Ну вот и поговорили. Ладно, будем искать. Побывав в нескольких местах, я понял, что слова о нерушимом блоке коммунистов и беспартийных – чистой воды фикция. «С беспартийными мы даже не разговариваем.» – так мне сказали в двух местах. Правда, вскоре мне предложили тяжёлую должность командира полностью разваленной береговой части. Я согласился. Здесь я уже был нужен Системе, и за считанные дни приказ о моем переводе был подписан.

В то время имелся приказ Министра Обороны, гласящий, что военнослужащий, прослуживший в местностях, приравненных к Северу определённое количество лет, имеет право на перевод в центральные области страны. Правда, этот приказ до нас не доводили, хотя знали о нем все, но воспользоваться правом на перевод согласно этому приказу удавалось далеко не всем. Я нашёл себе место в частях центрального подчинения, и эпопея стала повторяться. Написав представление о переводе меня к новому месту службы, я собрал подписи всех начальников и привёз его в штаб флота. Будучи тогда в звании капитана второго ранга, я вручил представление вежливому капитан-лейтенанту уже без дрожи в руках.

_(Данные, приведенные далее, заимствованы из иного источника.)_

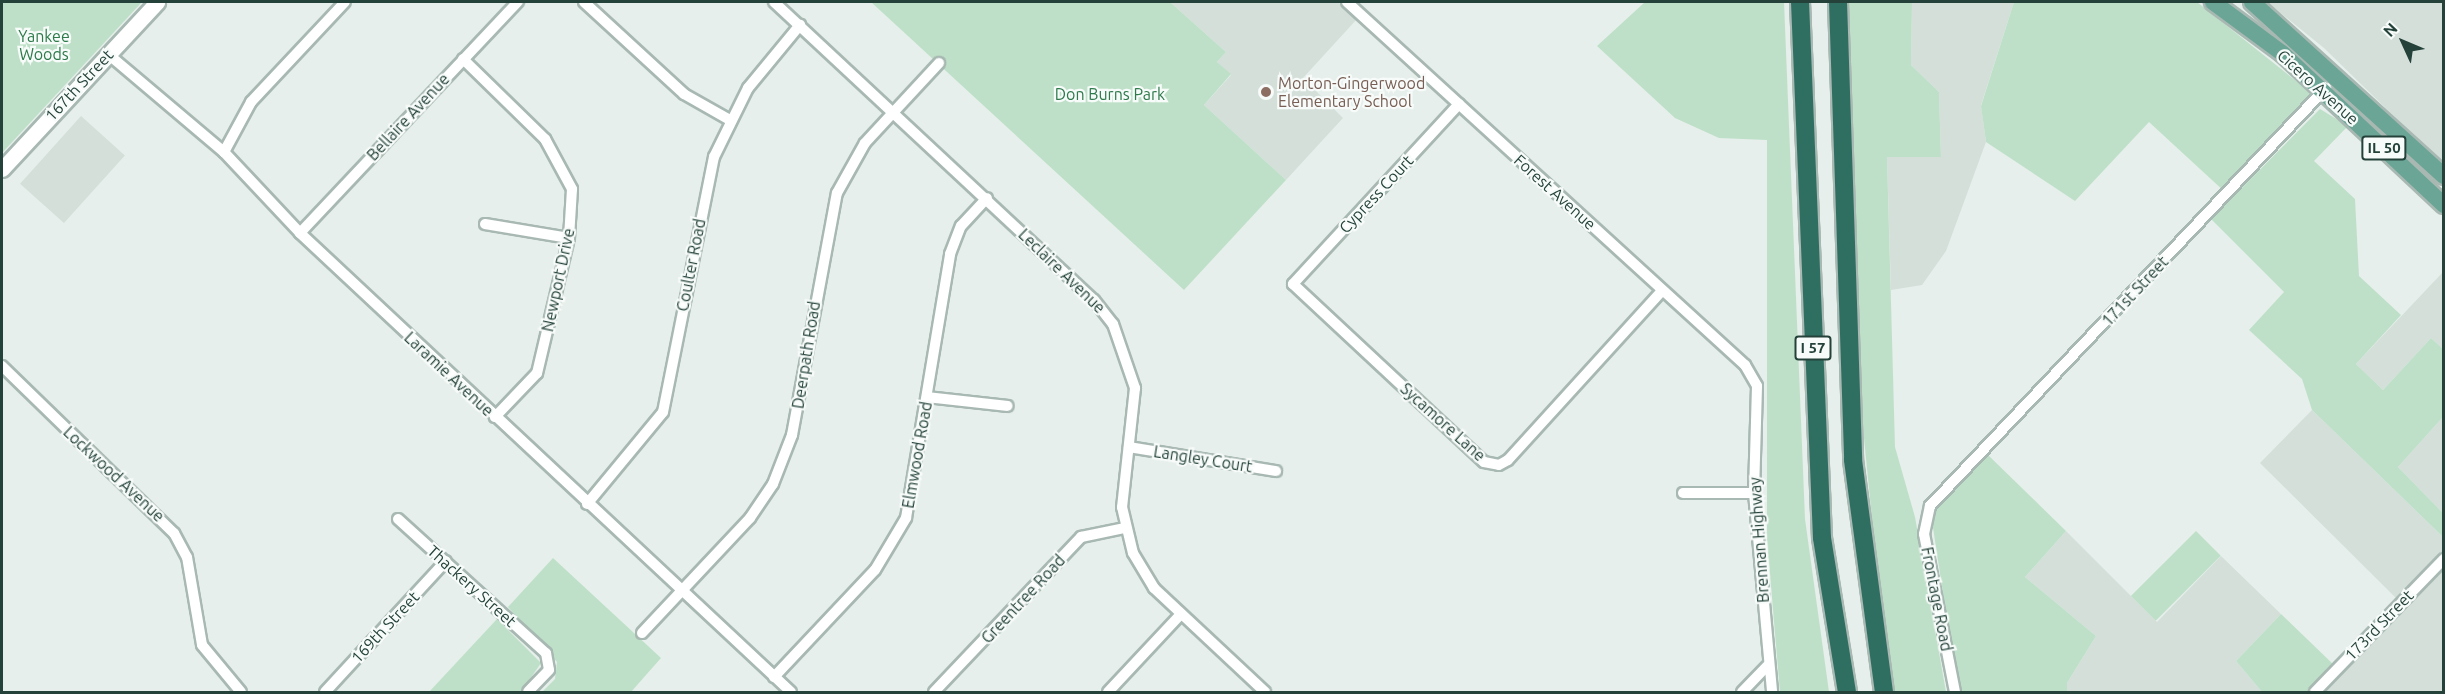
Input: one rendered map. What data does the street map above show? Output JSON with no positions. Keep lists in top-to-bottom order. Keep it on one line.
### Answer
{"streets":{"highway":["I 57"],"main road":["167th Street","Cicero Avenue","IL 50"],"street":["Bellaire Avenue","Forest Avenue","Cypress Court","Coulter Road","Leclaire Avenue","Newport Drive","171st Street","Deerpath Road","Laramie Avenue","Sycamore Lane","Elmwood Road","Langley Court","Lockwood Avenue","Brennan Highway","Thackery Street","Greentree Road","Frontage Road","173rd Street","169th Street"]},"crossings":[["167th Street","Laramie Avenue"],["Cicero Avenue","171st Street"],["Bellaire Avenue","Newport Drive"],["Bellaire Avenue","Laramie Avenue"],["Forest Avenue","Cypress Court"],["Forest Avenue","Sycamore Lane"],["Forest Avenue","Brennan Highway"],["Cypress Court","Sycamore Lane"],["Coulter Road","Leclaire Avenue"],["Coulter Road","Laramie Avenue"],["Leclaire Avenue","Deerpath Road"],["Leclaire Avenue","Elmwood Road"],["Leclaire Avenue","Langley Court"],["Leclaire Avenue","Greentree Road"],["Newport Drive","Laramie Avenue"],["171st Street","Frontage Road"],["Deerpath Road","Laramie Avenue"],["Laramie Avenue","Elmwood Road"],["Thackery Street","169th Street"]],"parks":["Yankee Woods","Don Burns Park"],"places":["Morton-Gingerwood Elementary School"],"north":"top left"}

– Когда представление уйдет в Москву? – голосом начальника спросил я.

– Мы постараемся подписать его в ближайшее время. – туманно ответил капитан-лейтенант.

– Подписать в принципе вы можете хоть завтра.

– Да что вы, товарищ капитан второго ранга, документ должен вылежаться и сок дать…

Правильно. Всё правильно. Имею дело с типичным представителем славного племени кадровиков.

– Ну хотя бы в течение месяца?

– Это можно.

Я не особенно спешил переводиться, можно было подключить имеющиеся у меня связи, но необходимости не было. В общем, документ ушёл через полтора месяца, причём отслеживал я его на всех этапах. Перевод состоялся.

– Всю жизнь я прослужил в строительных войсках. – сказал мне на новом месте службы сослуживец-майор, но такого бардака, как в кадрах военно-морского флота, не встречал. Ты уж извини.

– А как у строителей с этим дела? – вместо ответа спросил я.

– У строителей кадры для людей, а не люди для кадров. Вот, к примеру, я до сих пор не знаю, как присваиваются воинские звания, как происходит перемещение на должность, а уж о том, что я имею право на перевод, отслужив десять лет в местах, приравненных к Северу, мне стройбатовские кадровики все уши прожужжали. Когда я прослужил девять с половиной лет в Казахстане, меня вызвал кадровик и предложил мне три места для дальнейшего прохождения службы в средней полосе. Даже на карте указал, где эти три места находятся. У меня была одна задача – ткнуть пальцем в избранное мной место, что я и сделал. За всю мою службу у меня ни разу не возникали вопросы к кадровикам. А здесь второй год бьюсь, чтобы меня признали ветераном Вооружённых Сил, всё делаю сам. Сейчас жду-с.

– А может, это в одном месте, где ты служил, были такие кадровики? – спросил я.

– Что я, в одном месте служил, что ли? Н-е- е-т, это система! У меня много знакомых из других родов войск. Все работают, как у нас в стройбате, а флотские кадровики просто козлы!

Мне трудно было с этим не согласиться. Кстати, я тоже начал хлопотать о присвоении мне звания «ветеран Вооруженных Сил», причем у меня были очень хорошие, почти дружеские, отношения с кадровиками. Получил я удостоверение через пять лет и восемь месяцев после того, как сам начал оформлять документы.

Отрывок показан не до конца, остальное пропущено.